The great majority of Afrikaners, even if they make all kinds of racist remarks among themselves, realize that in a future dispensation no forms of racial discrimination will be tolerated. The great majority of Non-Whites realize that some kind of protection for Whites will have to be provided, unless they are to be forced into the new dispensation as a future fifth column.
We all know that protection in the form of a number of seats in parliament is no solution. In any event such seats will be seen as representing a racist element. A constitution and a Human Rights Charter can also be by-passed by a strong government. (We did it ourselves when we removed the Coloureds from the Common Roll).
The only alternative, therefore, is the creation of a province or a state for Afrikaners."
I expanded at great length about this envisaged province, stressing that its locality and size would be a matter of consultation with other groups. I also stressed the fact that my definition of Afrikaners was people who spoke Afrikaans, irrespective of race, colour or creed. What had to be negotiated, however, was that the principle of such a state had to be accepted.
The AB never responded to my memo and I never attended another of their meetings. Many years later they wrote to me asking for a donation of some kind. I sent them a cheque and a copy of my memo, reminding them that I'd never had a reply to it. On February 18th 1994 the Secretary replied to my letter and thanked me for the cheque. Among other things he also made the following points:
"The great problem still remains where such a province or ‘volkstaat' or homeland or whatever one is to call it, will be situated. . How will it be accomplished? Some of the thoughts expressed in your letter will, of course, be totally unacceptable to a great majority of the so-called "regses". And that immediately puts the finger on the most serious question of our time, which is that Afrikaners or the so-called "regses" cannot agree on a single vision for the future."
These were valid points. However, I am still adamant that the principle of the matter should be debated. The locality and the how of the problem will follow logically upon the acceptance of the principle.

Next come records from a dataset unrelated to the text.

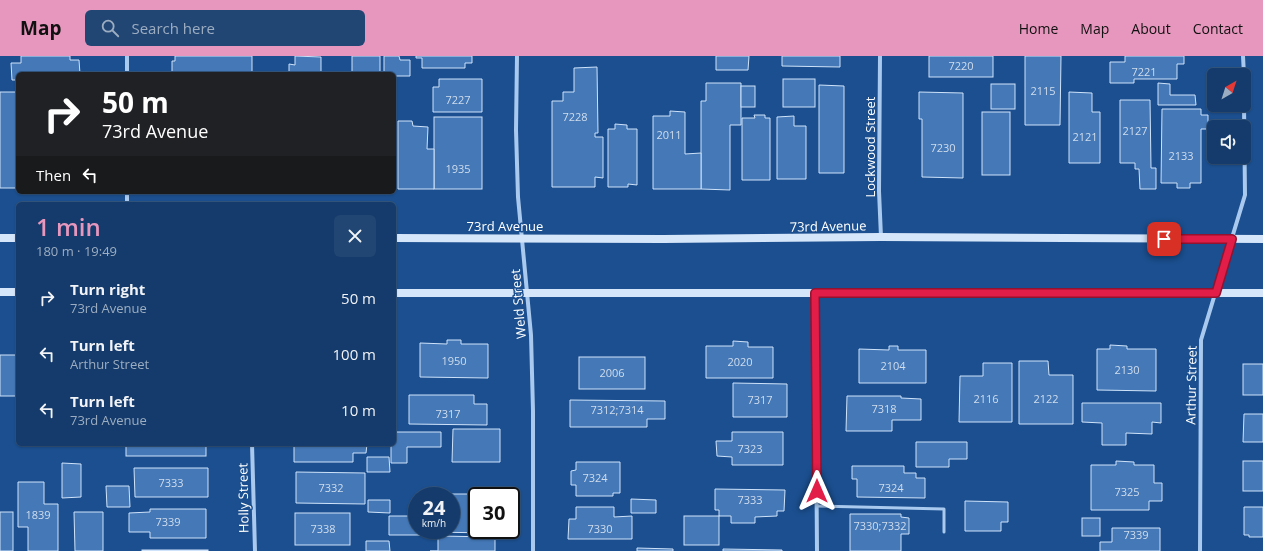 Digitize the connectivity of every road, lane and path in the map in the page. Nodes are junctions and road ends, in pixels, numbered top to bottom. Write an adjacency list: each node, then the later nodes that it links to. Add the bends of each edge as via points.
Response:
1 (127, 56): 6 (street)
2 (517, 56): 12 (street, Weld Street, via 517,180)
3 (880, 56): 8 (street, Lockwood Street)
4 (1243, 56): 5 (street)
5 (1244, 68)
6 (127, 72)
7 (1244, 112): 13 (street, Arthur Street, via 1245,195)
8 (881, 237): 12 (main road, 73rd Avenue); 13 (main road, 73rd Avenue)
9 (0, 238): 10 (main road)
10 (16, 238)
11 (396, 238): 12 (main road, 73rd Avenue)
12 (522, 238): 18 (street, Weld Street)
13 (1232, 239): 14 (main road, 73rd Avenue); 20 (street, Arthur Street)
14 (1263, 239)
15 (0, 292): 16 (main road)
16 (16, 292)
17 (396, 293): 18 (main road)
18 (528, 293): 19 (main road); 26 (street, Weld Street, via 533,411)
19 (815, 293): 20 (main road); 23 (street)
20 (1216, 293): 21 (main road); 28 (street, Arthur Street, via 1201,340)
21 (1263, 293)
22 (252, 446): 25 (street, Holly Street)
23 (817, 506): 24 (lane, via 944,510); 27 (street)
24 (944, 532)
25 (254, 551)
26 (533, 551)
27 (817, 551)
28 (1200, 551) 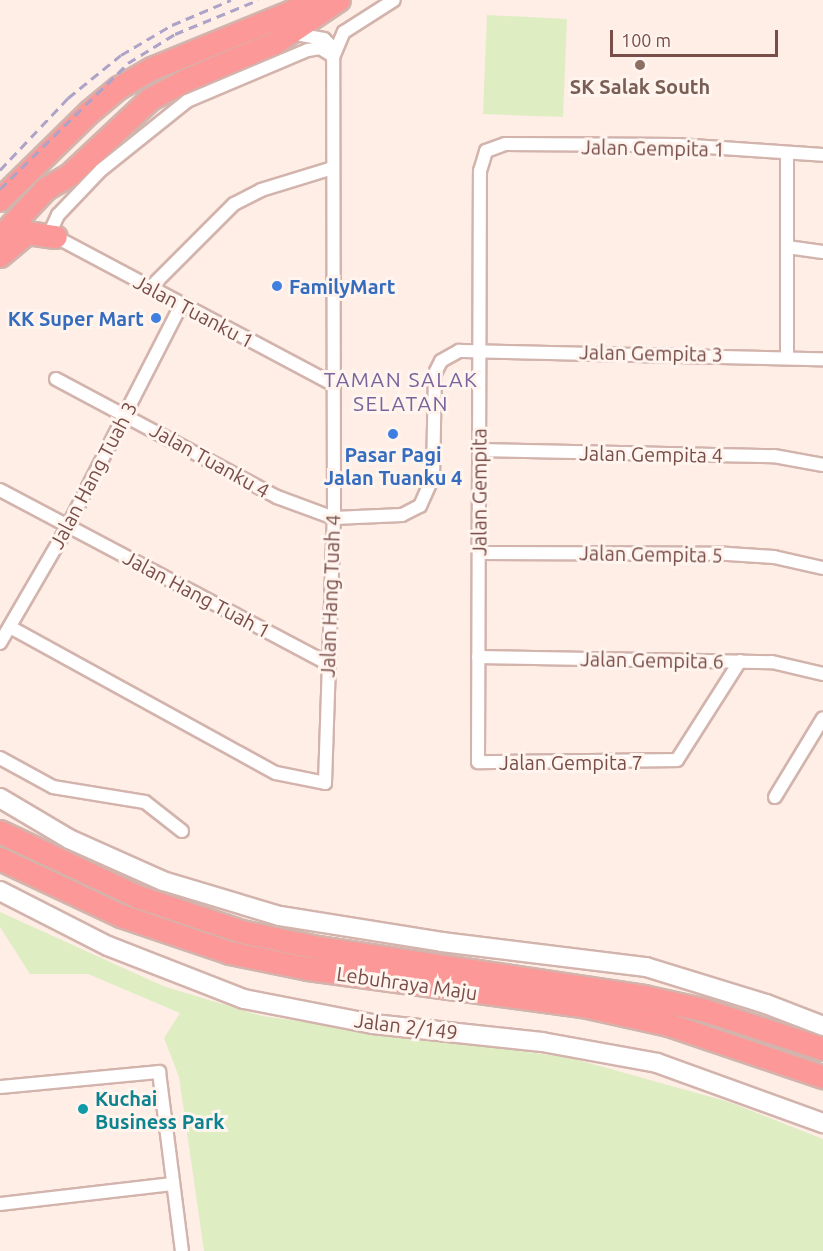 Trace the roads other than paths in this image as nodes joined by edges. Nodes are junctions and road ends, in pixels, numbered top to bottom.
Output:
1 (293, 0) edge
2 (309, 0) edge
3 (339, 0) edge
4 (352, 0) edge
5 (394, 0) edge
6 (274, 20) junction
7 (301, 35) junction
8 (275, 43) junction
9 (333, 56) junction
10 (182, 57) junction
11 (486, 151) joint
12 (787, 153) junction
13 (823, 155) edge
14 (333, 168) junction
15 (70, 175) junction
16 (0, 200) edge
17 (51, 200) junction
18 (0, 216) edge
19 (54, 233) junction
20 (9, 238) edge
21 (787, 247) junction
22 (823, 252) edge
23 (0, 256) edge
24 (150, 288) junction
25 (181, 304) junction
26 (478, 350) junction
27 (787, 355) junction
28 (823, 358) edge
29 (56, 379) dead end
30 (333, 384) junction
31 (126, 414) junction
32 (479, 450) junction
33 (823, 465) edge
34 (0, 490) edge
35 (334, 518) junction
36 (68, 526) junction
37 (478, 553) junction
38 (823, 568) edge
39 (10, 627) junction
40 (0, 643) edge
41 (478, 657) junction
42 (740, 661) junction
43 (327, 663) junction
44 (823, 674) edge
45 (823, 718) edge
46 (0, 758) edge
47 (478, 762) joint
48 (775, 797) dead end
49 (0, 798) edge
50 (182, 831) dead end
51 (0, 832) edge
52 (0, 859) edge
53 (0, 891) edge
54 (823, 1026) edge
55 (823, 1050) edge
56 (823, 1077) edge
57 (0, 1087) edge
58 (823, 1123) edge
59 (173, 1184) junction
60 (0, 1204) edge
61 (182, 1251) edge

1 - 6 street
2 - 6 highway
3 - 8 highway
4 - 7 street
5 - 9 street
6 - 10 highway
7 - 8 street
7 - 9 street
8 - 15 highway
9 - 14 street, Jalan Hang Tuah 4
9 - 19 street
10 - 16 highway
10 - 18 highway
11 - 12 street, Jalan Gempita 1
11 - 26 street, Jalan Gempita
12 - 13 street, Jalan Gempita 1
12 - 21 street
14 - 24 street
14 - 30 street, Jalan Hang Tuah 4
15 - 17 highway
15 - 20 highway
17 - 19 highway
17 - 20 highway
19 - 20 highway
19 - 24 street, Jalan Tuanku 1
20 - 23 highway
21 - 22 street
21 - 27 street
24 - 25 street, Jalan Tuanku 1
25 - 30 street, Jalan Tuanku 1
25 - 31 street, Jalan Hang Tuah 3
26 - 27 street, Jalan Gempita 3
26 - 32 street, Jalan Gempita
26 - 35 street, Jalan Gempita 3
27 - 28 street, Jalan Gempita 3
29 - 31 street, Jalan Tuanku 4
30 - 35 street, Jalan Hang Tuah 4
31 - 35 street, Jalan Tuanku 4
31 - 36 street, Jalan Hang Tuah 3
32 - 33 street, Jalan Gempita 4
32 - 37 street, Jalan Gempita
34 - 36 street, Jalan Hang Tuah 1
35 - 43 street, Jalan Hang Tuah 4
36 - 39 street, Jalan Hang Tuah 3
36 - 43 street, Jalan Hang Tuah 1
37 - 38 street, Jalan Gempita 5
37 - 41 street, Jalan Gempita
39 - 40 street, Jalan Hang Tuah 3
39 - 43 street, Jalan Hang Tuah 4
41 - 42 street, Jalan Gempita 6
41 - 47 street, Jalan Gempita
42 - 44 street, Jalan Gempita 6
42 - 47 street, Jalan Gempita 7
45 - 48 street
46 - 50 street
49 - 54 main road
51 - 55 highway, Lebuhraya Maju
52 - 56 highway, Lebuhraya Maju
53 - 58 main road, Jalan 2/149
57 - 59 street
59 - 60 street
59 - 61 street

Leaving Afrikaners in a limbo in which their language, their culture and their safety is constantly threatened is to add fuel to a simmering inferno which might one day destroy the very fabric of this beautiful country.
(Despite my utter contempt for the role played by Wimpie De Klerk and his cohorts in the run-up to the handing-over of power to the ANC, I have recently defended the AB in letters to the Afrikaans press where I have felt that the organization was unfairly blamed for sins which, to my knowledge, it was not guilty of. For this I have been vilified in the letters columns of some papers.)
This is an extract from Really Inside Boss: A Tale of South Africa's Late Intelligence Service (and Something about the CIA)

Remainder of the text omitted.